A different and detailed proposal for producing and consuming less oil is contained in the Oil Depletion (or Rimini) Protocol (11). In this arrangement, oil-producing countries decrease production proportionately to their current rates of production, and oil-consumers decrease consumption by the World Oil Depletion Rate (2-3% each year).
The Energy Futures Protocol (12) attends both to the needs to reduce carbon emissions and to make an orderly transition to a low-carbon future, but also to the need for economic equity. Sharing of alternative energy technology with developing countries will be an important aspect of this, as will assigning priorities within each polity for the use of energy (health care should be higher priority than military or luxury uses, for example).
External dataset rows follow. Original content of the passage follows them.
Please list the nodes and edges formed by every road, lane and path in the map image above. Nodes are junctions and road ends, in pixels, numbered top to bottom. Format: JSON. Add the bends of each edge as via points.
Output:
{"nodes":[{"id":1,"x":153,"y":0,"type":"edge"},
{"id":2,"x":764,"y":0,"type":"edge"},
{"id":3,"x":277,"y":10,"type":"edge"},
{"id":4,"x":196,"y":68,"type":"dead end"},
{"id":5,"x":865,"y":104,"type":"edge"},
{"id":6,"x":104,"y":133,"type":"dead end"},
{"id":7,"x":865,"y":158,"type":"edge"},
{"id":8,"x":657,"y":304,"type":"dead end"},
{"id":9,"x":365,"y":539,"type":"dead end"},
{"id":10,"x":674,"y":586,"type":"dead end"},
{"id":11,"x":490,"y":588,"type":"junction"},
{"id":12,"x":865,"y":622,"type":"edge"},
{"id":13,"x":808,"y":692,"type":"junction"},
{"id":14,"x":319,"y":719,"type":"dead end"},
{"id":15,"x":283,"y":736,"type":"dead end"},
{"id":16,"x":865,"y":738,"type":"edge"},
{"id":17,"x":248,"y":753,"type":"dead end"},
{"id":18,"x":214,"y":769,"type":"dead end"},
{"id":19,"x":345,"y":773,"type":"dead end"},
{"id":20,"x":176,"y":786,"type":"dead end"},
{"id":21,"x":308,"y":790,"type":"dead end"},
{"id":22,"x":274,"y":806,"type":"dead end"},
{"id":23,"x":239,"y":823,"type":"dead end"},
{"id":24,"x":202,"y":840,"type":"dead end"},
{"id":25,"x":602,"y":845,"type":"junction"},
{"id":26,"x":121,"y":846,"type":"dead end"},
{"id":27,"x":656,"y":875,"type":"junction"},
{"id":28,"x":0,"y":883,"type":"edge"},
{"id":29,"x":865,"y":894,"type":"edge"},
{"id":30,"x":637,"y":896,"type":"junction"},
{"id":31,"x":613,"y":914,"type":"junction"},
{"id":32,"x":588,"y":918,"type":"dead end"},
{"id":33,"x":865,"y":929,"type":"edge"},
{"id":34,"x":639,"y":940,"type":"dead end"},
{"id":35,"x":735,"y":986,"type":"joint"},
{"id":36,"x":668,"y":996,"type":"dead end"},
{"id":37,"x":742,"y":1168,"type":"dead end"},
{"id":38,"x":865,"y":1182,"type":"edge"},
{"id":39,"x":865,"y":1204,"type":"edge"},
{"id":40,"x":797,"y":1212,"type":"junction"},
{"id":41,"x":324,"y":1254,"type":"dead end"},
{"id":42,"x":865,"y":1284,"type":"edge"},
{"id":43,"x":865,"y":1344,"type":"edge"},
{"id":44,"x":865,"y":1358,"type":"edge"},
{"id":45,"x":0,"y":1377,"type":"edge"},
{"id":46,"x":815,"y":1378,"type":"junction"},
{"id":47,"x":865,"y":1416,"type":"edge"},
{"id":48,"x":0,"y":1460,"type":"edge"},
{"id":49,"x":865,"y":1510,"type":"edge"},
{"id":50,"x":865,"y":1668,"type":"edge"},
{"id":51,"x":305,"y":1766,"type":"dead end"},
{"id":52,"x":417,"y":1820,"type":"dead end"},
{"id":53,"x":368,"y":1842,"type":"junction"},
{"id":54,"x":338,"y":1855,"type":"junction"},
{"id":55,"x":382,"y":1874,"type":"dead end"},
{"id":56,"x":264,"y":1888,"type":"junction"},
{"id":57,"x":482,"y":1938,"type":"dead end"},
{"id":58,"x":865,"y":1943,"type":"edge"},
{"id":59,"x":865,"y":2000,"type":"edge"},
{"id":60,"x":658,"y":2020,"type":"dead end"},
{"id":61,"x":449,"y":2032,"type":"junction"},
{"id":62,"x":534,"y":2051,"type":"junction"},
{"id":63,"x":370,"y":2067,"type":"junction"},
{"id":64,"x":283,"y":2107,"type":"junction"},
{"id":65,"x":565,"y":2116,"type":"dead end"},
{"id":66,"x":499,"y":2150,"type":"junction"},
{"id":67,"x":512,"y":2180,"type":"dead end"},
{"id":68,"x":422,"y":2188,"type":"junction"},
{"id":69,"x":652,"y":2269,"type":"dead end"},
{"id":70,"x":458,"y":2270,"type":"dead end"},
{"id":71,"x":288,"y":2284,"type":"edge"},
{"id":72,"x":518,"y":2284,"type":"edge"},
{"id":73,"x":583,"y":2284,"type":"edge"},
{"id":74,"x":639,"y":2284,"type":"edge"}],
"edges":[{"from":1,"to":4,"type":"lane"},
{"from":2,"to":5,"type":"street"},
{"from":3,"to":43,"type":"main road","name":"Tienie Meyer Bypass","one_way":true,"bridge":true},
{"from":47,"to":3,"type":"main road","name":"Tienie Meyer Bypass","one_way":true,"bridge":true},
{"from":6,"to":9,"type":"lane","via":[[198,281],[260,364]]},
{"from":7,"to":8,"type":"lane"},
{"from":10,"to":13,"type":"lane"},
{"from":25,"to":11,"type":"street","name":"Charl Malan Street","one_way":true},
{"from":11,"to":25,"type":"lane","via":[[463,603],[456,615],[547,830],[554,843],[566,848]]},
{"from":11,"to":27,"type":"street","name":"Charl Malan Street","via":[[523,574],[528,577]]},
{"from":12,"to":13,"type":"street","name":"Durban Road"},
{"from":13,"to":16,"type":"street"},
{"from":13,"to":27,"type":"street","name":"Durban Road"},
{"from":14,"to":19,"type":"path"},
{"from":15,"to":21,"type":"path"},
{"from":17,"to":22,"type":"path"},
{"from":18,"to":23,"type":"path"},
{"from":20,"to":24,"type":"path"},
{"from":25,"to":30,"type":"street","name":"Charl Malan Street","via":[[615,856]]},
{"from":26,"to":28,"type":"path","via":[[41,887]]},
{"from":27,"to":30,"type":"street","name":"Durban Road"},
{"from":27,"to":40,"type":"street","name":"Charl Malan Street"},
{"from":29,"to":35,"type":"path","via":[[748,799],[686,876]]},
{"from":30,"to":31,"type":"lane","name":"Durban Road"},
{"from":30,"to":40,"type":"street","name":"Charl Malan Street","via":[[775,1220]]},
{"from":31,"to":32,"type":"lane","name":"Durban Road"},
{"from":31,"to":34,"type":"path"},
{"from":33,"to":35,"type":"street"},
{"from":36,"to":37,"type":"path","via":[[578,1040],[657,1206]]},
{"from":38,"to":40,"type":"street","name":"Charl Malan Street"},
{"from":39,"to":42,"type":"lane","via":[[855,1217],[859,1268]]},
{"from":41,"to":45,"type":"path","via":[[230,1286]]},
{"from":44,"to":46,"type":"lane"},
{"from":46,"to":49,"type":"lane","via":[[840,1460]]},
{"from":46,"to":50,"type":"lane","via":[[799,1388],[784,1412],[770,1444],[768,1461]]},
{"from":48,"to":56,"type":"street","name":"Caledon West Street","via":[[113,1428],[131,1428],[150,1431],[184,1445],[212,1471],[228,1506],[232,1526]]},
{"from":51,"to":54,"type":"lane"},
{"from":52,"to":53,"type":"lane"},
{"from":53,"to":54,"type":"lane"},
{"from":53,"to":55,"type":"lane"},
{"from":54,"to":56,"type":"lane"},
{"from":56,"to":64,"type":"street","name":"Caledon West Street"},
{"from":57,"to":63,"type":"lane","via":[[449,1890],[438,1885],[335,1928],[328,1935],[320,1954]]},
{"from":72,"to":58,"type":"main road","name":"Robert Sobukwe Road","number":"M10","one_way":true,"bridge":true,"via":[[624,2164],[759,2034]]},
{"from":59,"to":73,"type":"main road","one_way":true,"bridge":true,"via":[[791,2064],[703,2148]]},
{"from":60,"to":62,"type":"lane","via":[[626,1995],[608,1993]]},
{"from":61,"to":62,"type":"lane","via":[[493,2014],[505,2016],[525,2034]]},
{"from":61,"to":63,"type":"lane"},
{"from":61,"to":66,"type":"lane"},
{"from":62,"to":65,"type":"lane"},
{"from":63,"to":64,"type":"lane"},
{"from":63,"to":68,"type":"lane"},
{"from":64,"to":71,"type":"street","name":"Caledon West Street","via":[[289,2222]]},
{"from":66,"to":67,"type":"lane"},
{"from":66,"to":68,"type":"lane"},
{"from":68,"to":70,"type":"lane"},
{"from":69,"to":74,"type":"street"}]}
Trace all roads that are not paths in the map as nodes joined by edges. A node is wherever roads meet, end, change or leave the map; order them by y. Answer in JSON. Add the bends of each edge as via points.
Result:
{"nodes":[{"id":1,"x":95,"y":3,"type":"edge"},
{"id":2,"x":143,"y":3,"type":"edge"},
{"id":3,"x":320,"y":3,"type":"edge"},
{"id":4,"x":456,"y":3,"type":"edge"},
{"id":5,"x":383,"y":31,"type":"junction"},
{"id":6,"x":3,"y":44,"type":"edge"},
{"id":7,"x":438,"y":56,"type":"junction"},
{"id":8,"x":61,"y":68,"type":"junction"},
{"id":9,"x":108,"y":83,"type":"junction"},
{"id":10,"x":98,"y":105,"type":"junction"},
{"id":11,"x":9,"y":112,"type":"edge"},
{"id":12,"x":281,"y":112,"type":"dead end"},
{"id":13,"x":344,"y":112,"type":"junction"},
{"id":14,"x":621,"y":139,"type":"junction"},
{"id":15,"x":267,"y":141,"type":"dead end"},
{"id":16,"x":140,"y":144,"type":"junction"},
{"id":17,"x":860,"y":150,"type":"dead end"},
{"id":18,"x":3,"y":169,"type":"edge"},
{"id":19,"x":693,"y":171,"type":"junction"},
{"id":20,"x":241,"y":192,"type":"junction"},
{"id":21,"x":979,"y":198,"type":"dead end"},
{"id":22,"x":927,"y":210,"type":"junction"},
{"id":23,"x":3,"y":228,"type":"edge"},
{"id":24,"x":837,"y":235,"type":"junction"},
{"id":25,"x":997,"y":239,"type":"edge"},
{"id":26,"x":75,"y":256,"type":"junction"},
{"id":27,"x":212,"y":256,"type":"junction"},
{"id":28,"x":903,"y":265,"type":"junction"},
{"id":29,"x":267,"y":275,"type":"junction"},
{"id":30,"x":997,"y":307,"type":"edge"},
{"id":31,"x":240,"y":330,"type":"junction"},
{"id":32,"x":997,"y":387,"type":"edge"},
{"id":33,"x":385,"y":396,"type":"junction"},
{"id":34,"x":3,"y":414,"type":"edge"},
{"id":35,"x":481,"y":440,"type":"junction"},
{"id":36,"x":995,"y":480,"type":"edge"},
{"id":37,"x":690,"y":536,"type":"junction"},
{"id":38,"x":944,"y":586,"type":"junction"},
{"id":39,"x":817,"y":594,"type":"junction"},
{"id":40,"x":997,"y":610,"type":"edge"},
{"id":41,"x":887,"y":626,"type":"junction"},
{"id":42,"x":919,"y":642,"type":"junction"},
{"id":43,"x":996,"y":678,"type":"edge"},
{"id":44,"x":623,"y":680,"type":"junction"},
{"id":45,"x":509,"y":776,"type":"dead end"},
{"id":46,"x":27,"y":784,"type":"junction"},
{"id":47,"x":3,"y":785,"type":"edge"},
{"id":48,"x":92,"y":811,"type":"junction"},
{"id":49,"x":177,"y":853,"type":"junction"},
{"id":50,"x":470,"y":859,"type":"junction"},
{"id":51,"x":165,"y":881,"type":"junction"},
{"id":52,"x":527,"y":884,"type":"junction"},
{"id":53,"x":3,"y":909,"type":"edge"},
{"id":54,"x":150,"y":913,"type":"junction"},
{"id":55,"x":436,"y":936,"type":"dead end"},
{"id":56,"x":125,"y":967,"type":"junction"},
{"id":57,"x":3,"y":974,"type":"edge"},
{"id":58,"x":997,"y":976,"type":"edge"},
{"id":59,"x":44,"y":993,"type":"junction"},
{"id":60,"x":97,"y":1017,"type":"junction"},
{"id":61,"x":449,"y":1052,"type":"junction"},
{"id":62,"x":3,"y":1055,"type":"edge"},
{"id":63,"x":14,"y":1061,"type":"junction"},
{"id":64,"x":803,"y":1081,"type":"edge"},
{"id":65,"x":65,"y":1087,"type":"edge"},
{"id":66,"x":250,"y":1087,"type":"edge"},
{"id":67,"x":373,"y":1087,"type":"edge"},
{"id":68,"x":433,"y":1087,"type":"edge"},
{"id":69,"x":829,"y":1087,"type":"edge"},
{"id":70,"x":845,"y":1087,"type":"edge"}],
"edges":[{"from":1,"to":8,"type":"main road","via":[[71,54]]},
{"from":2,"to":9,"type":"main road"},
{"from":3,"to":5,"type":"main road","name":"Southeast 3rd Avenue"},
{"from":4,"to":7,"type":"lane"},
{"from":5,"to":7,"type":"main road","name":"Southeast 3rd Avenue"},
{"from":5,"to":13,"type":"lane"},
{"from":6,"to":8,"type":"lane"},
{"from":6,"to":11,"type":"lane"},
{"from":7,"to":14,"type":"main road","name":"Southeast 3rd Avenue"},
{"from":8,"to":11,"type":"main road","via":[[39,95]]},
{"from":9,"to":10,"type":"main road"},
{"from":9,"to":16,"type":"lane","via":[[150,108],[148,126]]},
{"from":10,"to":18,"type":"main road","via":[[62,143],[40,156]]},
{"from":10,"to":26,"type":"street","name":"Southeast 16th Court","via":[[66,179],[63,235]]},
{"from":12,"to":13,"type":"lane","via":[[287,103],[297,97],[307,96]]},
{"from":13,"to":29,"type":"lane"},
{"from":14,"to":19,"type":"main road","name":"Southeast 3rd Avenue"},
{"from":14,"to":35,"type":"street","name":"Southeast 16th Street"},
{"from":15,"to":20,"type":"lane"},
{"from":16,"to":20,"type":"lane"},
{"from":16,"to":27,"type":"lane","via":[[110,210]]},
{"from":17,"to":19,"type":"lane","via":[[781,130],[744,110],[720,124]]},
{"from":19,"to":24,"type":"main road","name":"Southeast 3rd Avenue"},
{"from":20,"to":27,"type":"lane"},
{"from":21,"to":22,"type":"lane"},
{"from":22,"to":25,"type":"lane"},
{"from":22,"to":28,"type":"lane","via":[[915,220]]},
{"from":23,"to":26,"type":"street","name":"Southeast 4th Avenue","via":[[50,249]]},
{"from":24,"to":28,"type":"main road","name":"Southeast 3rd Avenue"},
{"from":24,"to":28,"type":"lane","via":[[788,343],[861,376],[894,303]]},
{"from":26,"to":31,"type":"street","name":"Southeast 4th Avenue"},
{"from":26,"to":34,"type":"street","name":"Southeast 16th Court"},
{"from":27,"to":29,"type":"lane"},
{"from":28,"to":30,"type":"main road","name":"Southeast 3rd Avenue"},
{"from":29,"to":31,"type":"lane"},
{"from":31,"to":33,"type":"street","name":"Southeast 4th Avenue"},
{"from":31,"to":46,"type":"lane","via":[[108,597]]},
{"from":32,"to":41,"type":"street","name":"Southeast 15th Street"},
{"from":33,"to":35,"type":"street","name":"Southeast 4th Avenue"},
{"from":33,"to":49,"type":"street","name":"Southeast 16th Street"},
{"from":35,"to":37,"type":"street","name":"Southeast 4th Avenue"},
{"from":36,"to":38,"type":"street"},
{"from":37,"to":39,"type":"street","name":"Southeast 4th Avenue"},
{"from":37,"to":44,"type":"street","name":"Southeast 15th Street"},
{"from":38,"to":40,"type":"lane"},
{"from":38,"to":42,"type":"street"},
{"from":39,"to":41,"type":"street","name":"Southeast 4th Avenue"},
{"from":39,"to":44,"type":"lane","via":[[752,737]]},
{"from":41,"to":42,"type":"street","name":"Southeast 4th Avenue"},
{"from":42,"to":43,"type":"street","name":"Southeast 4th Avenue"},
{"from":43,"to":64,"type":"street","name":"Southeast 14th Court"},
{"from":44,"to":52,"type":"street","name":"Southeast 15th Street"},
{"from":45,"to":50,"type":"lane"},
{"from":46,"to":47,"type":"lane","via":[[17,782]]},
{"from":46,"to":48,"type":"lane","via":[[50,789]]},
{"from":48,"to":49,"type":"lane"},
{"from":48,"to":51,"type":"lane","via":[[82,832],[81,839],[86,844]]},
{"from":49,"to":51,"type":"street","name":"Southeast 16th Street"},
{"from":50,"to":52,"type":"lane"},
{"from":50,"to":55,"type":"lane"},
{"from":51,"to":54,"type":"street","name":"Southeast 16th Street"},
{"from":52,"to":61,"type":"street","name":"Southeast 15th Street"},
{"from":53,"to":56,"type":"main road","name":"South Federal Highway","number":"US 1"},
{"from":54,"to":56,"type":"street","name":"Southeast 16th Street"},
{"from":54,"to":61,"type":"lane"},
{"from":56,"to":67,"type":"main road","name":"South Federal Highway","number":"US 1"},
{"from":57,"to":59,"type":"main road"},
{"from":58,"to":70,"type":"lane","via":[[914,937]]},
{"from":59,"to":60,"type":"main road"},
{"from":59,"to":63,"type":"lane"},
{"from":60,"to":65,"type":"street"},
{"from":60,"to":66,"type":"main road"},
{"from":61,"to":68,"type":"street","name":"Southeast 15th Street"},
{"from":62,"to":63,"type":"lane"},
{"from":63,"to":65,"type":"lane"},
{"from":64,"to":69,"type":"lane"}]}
Population reduction is viewed by many as part of moving towards a sustainable relationship between humans and the Earth. It is projected that global population will plateau at about 10 billion people mid 21st century. It is quite clear that Earth cannot sustain this many people at Western standards of living; at 6.4 billion, we are already living on our natural capital, not the annual interest. Yet, it is extremely difficult to discuss this issue, even in circles dealing with issues of global health, causes of war, and the interface of ecology and economics (13). The estimated “carrying capacity” for humans on our one Earth depends at what level of technology and energy consumption they live – we might guess perhaps 3 billion at levels of sufficiency. To attain this, we would need a voluntary one-child policy based on a shared understanding of the global predicament and wish to avoid terrible consequences.
The Relocalization Movement experiments with establishing communities incorporating low fossil fuel use practices, such as their own organic gardens, shared transport, solar and wind energy generation, human-powered implements, and efficiently designed buildings (14).
Health benefits of responses to climate change and peak oil
Walking, cycling, and using human-powered implements are known to benefit the recognized health problems of civilization and urbanization – obesity, diabetes, and cardiovascular illness. Eating less animal products and more vegetable products may have similar benefits. Change in urban design from oil-dependent suburban isolation to more dense and interdependent community living may bring psychological benefits. Lower carbon emissions are likely to be accompanied by lower particulate emissions, with improvements in the quality of air and in rates of respiratory illness. Decreased car use would lower the very high mortality in almost all countries from road accidents.
Long-term thinking, beyond a few years ahead, is difficult for us. Denial, or the conviction that technology will take care of the entire problem, are common responses to these issues. We, who are responsible for our communities’ health, have a duty to examine these issues and to take action.